Human evolution: current and expected population (Introduction)

by David Turell @, Thursday, October 20, 2022, 19:13 (554 days ago) @ David Turell

Groth is slowing:

https://bigthink.com/strange-maps/8-billion-people/?utm_source=mailchimp&utm_medium...

:At or around November 15th, humanity will add its eight billionth member. That sounds alarming, but fertility rates have been dropping since the 1960s. China and India, both 1.4 billion now, could shrink to 500 million and 1 billion, respectively. From the perspective of planetary biomass, humans make up a tiny 0.01%.

"Humanity is hardly an exclusive club. No secret handshake required. On November 15th, the United Nations predicts that we’ll be adding our eight billionth (living) member.

"This is an alarming milestone to some, not just because of the number’s sheer magnitude — imagine London’s 90,000-seater Wembley Stadium, squared — but also due to the breakneck speed at which we’ve reached it. After all, it took us all of human history up to 1804 to reach our first billion. And then we needed just 123 years to get to the second one.

"That was in 1927. Less than a century on, that figure has now quadrupled. But population growth is no runaway train. The global fertility rate has been dropping since 1964, down from 5 births per woman to just under 2.5 today.

"As a result, the speed of population growth has already plateaued. Since 1960 — when we achieved our third billion — we’ve added billions at a stable interval, of about one every 12 to 14 years. The UN Population Division projects that those intervals will get longer again after billion number eight, and humanity will hit its peak — numerically speaking at least — by the end of the century, at just under 11 billion.
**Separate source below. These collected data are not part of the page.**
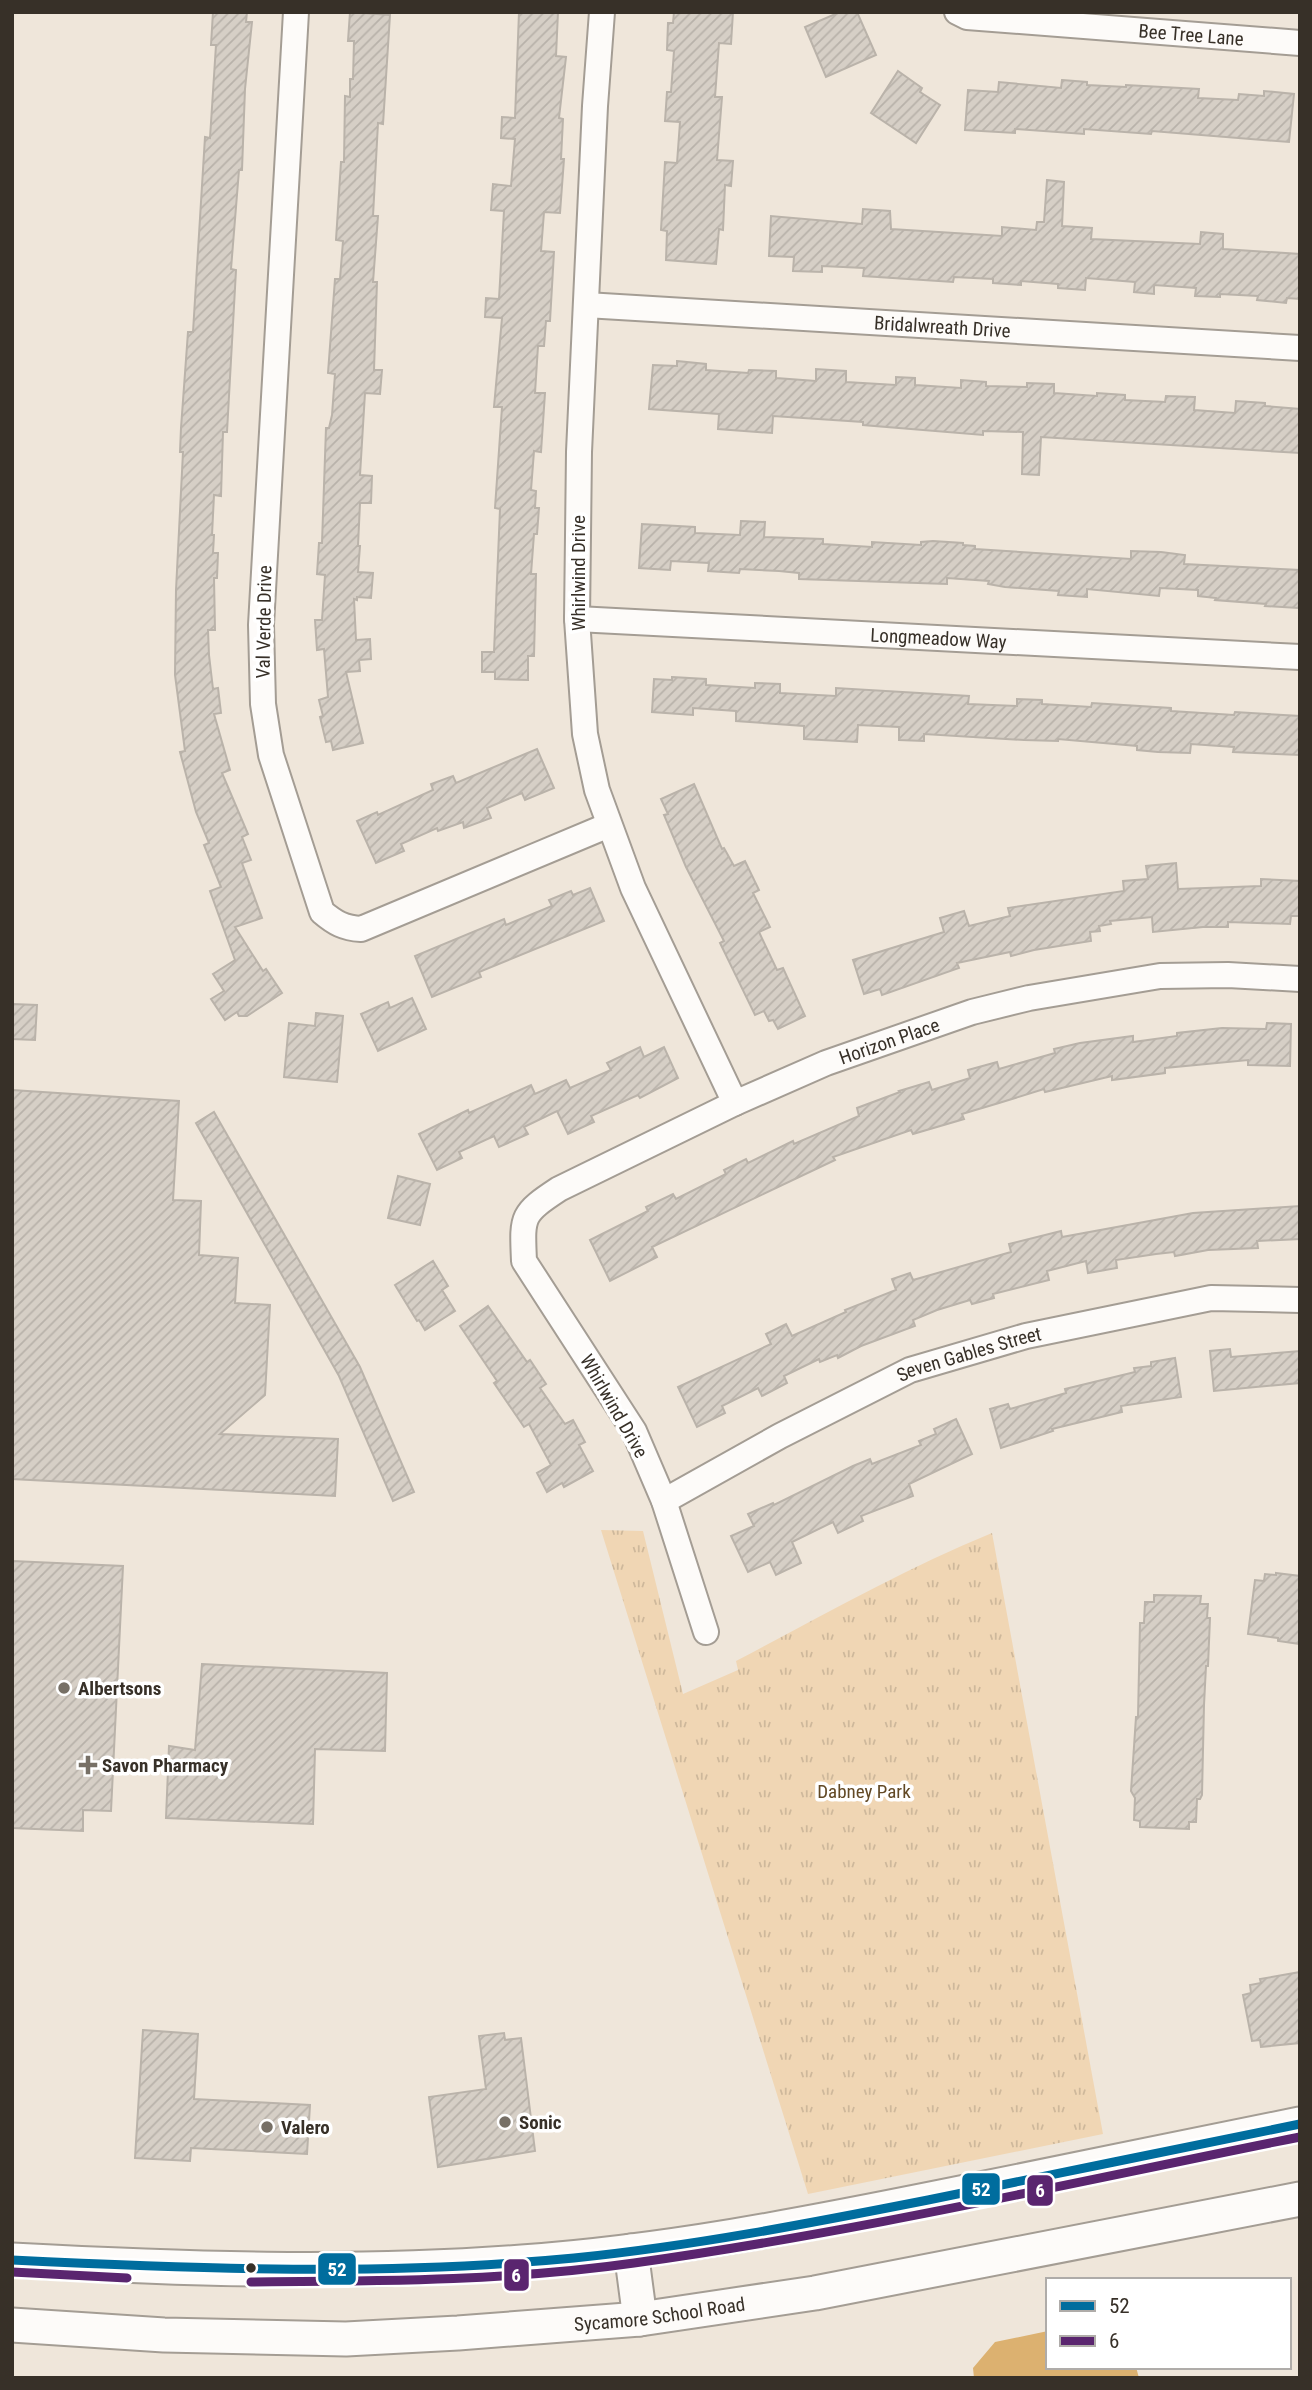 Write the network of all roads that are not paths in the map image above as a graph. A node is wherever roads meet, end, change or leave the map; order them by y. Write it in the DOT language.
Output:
graph roads {
  1 [pos="296,12"];
  2 [pos="602,12"];
  3 [pos="957,12"];
  4 [pos="1300,43"];
  5 [pos="586,305"];
  6 [pos="1300,348"];
  7 [pos="577,619"];
  8 [pos="1300,657"];
  9 [pos="608,825"];
  10 [pos="1300,979"];
  11 [pos="735,1103"];
  12 [pos="523,1229"];
  13 [pos="1300,1300"];
  14 [pos="664,1500"];
  15 [pos="706,1632"];
  16 [pos="1300,2124"];
  17 [pos="1300,2199"];
  18 [pos="631,2251"];
  19 [pos="12,2260"];
  20 [pos="640,2319"];
  21 [pos="12,2325"];
  1 -- 9 [label="street, Val Verde Drive"];
  2 -- 5 [label="street, Whirlwind Drive"];
  3 -- 4 [label="street, Bee Tree Lane"];
  5 -- 6 [label="street, Bridalwreath Drive"];
  5 -- 7 [label="street, Whirlwind Drive"];
  7 -- 8 [label="street, Longmeadow Way"];
  7 -- 9 [label="street, Whirlwind Drive"];
  9 -- 11 [label="street, Whirlwind Drive"];
  10 -- 11 [label="street, Horizon Place"];
  11 -- 12 [label="street, Horizon Place"];
  12 -- 14 [label="street, Whirlwind Drive"];
  13 -- 14 [label="street, Seven Gables Street"];
  14 -- 15 [label="street, Whirlwind Drive"];
  16 -- 18 [label="main road"];
  17 -- 20 [label="main road, Sycamore School Road"];
  18 -- 19 [label="main road"];
  18 -- 20 [label="main road"];
  20 -- 21 [label="main road, Sycamore School Road"];
} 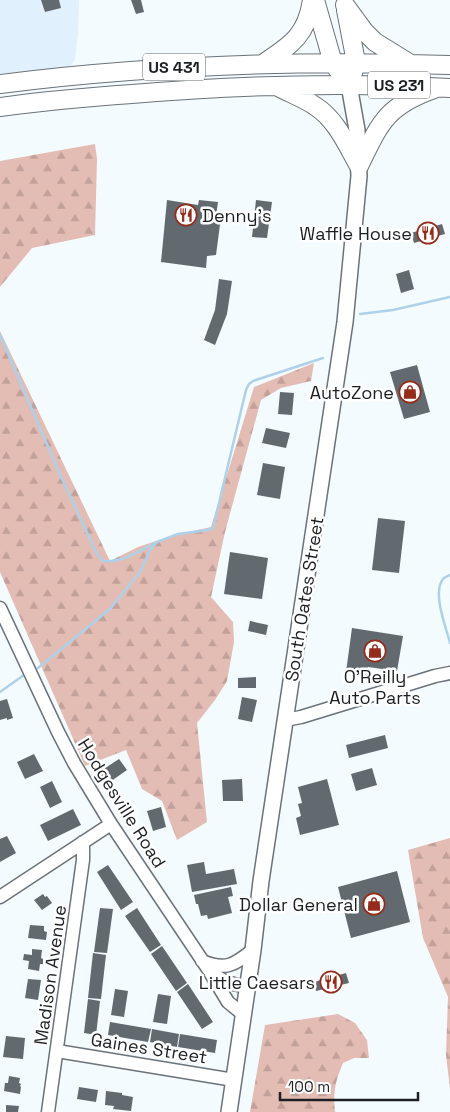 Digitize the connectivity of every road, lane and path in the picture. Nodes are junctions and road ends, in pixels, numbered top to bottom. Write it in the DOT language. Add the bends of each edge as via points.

"The ensuing population crunch will of course cause a bunch of worries and problems of its own. Yet knowing that the curve will eventually tilt downward is a welcome bit of good news. It marks a refreshing change from other, more intractable threats to our continued existence, like climate change, nuclear proliferation, and resource depletion.

"All of this serves as a long-winded introduction to a remarkable realization: Instead of preludes to disaster, maps like these may become objects of future curiosity. A century or two from now, our successors, inhabiting a less crowded planet, may study them and marvel, “Look how many we once were!”

Comment: the remainder of the article covers pie maps of where we all are by geographic areas. Eleven billion and then decline is an interesting concept. All depends on birth rate couples decide upon. The is the 'humans plus food' dhw rales about.